Jon McGregor’s debut, If Nobody Speaks of Remarkable Things, was longlisted for the Booker Prize in 2002 and won both the Betty Trask Prize and the Somerset Maugham Award in the following year. So Many Ways to Begin, his second novel, was on the Booker longlist in 2006 and last month his third book, Even the Dogs (which was published in 2010), won the International IMPAC Dublin Literary Award.
McGregor’s talent is formidable, his purpose is serious and his discipline is exemplary: this novel turns an unflinching gaze on its subject — a group of homeless drug addicts in a depressed Midlands town — and expects an equal commitment from the reader. ‘I wanted to write,’ McGregor has said, ‘without making concessions to how easy it was going to be to read — to people’s squeamishness.’ He has achieved his intention to write without compromise, but the greater test is the one he sets himself: to make that writing compelling.
The novel is constructed with meticulous care around the discovery of a man’s dead body on a cold day in the vacant, half-populated week which comes between Christmas and New Year. The death has gone unnoticed, the corpse is unclaimed and the authorities are left to process its efficient disposal. As the body makes its final journey (from flat, to morgue, to crematorium) its progress is observed by a group of invisible onlookers who provide both a commentary on the present and a narrative for the past.
Individual characters emerge from a collective voice to account for themselves and provide context and history for the dead man: we learn that his name was Robert, that he was a full-time, stay-at-home alcoholic, that his girlfriend had left him years before (along with their daughter) and that he lived alone but — in return for booze and company — kept an open house for local addicts, vagrants and drunks.
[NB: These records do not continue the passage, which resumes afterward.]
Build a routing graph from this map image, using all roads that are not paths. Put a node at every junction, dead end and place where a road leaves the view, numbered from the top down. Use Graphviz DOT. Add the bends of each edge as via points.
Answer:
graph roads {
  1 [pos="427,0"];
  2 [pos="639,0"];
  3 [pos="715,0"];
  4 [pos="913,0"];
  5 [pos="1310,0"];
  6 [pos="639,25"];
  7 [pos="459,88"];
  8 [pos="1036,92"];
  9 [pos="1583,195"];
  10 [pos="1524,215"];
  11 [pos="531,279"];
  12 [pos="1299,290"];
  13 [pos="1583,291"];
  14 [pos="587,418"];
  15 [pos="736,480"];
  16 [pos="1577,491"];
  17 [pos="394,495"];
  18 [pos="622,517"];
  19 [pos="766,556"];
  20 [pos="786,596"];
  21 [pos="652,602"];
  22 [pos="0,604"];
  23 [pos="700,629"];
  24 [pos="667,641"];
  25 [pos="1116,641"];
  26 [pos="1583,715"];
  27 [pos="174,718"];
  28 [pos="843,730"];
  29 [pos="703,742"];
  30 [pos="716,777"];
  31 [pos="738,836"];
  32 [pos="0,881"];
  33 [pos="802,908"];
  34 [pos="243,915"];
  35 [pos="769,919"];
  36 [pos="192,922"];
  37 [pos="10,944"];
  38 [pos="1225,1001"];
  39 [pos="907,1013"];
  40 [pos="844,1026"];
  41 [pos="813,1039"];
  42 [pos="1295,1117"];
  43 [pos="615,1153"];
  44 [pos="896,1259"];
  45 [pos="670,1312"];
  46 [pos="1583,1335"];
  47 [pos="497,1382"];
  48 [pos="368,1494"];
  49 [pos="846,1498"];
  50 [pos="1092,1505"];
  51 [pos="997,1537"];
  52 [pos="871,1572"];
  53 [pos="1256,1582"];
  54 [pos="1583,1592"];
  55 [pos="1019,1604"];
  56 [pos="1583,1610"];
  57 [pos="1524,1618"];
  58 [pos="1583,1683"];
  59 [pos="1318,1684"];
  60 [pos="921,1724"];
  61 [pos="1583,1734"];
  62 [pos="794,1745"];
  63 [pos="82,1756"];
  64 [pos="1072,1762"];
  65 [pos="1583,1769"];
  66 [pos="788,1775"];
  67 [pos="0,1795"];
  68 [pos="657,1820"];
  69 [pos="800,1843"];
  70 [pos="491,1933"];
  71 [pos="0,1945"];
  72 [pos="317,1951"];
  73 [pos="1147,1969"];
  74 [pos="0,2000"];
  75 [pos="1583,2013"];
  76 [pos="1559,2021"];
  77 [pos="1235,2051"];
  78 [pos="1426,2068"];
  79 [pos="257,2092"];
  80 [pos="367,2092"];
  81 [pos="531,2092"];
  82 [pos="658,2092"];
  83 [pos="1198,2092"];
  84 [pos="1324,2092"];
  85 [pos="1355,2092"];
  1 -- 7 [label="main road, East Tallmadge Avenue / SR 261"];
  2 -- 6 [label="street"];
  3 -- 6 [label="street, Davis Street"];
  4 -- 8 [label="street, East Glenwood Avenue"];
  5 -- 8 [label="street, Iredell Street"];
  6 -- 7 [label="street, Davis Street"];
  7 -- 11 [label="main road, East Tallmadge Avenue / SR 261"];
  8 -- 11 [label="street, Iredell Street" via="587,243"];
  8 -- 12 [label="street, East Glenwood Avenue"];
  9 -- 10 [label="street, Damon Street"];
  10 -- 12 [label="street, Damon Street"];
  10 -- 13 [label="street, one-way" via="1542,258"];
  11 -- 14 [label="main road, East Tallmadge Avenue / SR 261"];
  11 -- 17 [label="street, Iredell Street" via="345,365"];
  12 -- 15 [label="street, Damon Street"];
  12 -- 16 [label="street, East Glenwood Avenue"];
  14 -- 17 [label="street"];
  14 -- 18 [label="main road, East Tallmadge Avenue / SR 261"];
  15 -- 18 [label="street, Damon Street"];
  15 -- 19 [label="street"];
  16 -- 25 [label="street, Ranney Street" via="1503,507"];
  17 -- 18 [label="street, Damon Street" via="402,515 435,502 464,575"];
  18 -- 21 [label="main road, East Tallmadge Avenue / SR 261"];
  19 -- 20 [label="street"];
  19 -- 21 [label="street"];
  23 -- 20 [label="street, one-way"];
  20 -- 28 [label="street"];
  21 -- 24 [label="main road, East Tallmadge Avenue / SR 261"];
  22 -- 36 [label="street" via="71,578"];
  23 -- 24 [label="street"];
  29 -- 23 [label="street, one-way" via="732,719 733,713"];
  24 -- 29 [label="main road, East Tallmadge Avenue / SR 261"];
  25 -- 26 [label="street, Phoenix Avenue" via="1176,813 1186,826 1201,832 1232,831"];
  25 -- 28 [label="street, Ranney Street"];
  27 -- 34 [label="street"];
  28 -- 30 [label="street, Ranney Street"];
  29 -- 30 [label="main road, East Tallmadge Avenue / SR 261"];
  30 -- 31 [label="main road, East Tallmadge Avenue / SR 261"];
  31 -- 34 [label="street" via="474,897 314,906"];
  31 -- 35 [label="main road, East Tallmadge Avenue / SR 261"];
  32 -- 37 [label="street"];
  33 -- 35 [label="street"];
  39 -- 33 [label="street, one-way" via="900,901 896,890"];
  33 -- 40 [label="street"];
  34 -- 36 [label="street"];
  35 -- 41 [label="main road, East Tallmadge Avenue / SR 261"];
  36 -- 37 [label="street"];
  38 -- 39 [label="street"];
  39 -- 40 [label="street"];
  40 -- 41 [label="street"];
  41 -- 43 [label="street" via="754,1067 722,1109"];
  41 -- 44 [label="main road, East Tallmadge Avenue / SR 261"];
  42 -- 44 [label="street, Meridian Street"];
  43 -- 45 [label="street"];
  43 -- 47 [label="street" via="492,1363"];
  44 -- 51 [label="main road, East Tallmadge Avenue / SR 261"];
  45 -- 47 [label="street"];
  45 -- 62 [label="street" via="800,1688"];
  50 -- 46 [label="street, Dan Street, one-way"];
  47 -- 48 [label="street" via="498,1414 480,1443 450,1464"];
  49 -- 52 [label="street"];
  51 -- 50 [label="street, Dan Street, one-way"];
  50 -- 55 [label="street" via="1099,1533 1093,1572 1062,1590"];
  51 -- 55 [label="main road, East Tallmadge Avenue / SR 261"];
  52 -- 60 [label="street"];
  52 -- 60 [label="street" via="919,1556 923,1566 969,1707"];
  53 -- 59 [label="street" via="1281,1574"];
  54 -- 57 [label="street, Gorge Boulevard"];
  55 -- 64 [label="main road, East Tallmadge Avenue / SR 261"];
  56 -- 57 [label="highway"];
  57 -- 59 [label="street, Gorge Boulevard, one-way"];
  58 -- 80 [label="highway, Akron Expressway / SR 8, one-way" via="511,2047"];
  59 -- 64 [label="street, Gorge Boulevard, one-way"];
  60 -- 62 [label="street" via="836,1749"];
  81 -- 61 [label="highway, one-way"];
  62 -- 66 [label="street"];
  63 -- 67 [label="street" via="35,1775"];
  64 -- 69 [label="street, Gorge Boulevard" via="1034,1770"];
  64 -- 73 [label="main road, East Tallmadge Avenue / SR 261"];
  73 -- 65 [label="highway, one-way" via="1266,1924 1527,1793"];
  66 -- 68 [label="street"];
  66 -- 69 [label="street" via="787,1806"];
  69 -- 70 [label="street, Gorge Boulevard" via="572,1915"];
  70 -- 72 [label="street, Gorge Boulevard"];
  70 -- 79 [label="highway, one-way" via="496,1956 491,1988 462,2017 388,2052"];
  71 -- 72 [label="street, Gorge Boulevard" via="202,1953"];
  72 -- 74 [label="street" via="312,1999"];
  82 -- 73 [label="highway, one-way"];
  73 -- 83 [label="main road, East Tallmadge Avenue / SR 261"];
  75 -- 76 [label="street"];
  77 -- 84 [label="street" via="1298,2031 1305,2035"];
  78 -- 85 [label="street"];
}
These characters are the narrators whose voices we hear; they are our guides to this windowless, desperate world. Their perspective becomes ours: no priority can exist beside addiction, and everything will be sacrificed for its sake.
‘So far, so familiar,’ you may be thinking and yes, lives lost to addiction are not new to literature; but the sustained focus of these narratives, and McGregor’s meticulous prose, give this telling exceptional impact. He uses the mystery of Robert’s death as if he were beginning a detective novel, raising the question ‘How does a man come to this?’ and then beckons us to follow him in search of answers. We are hooked by our own curiosity, captivated by the constant, flowing detail of the prose and then encouraged forward by a quality that glimmers through the book like a gold seam: fellowship.
However brilliant the writing this will always, necessarily, be a dark subject, and left to myself I might have faltered. But Dean Williamson, the reader of this audiobook, makes an inspiring and irresistible companion. He conjures a welcome, heartening vitality out of the text — a trick I never could have managed on my own — with only the slightest inflections of humour and tone, and without a trace of mannerism or ego. It is easy to admire this novel as an impressive accomplishment, but this fluent and compassionate reading made a huge contribution to what became for me a rewarding and memorable experience.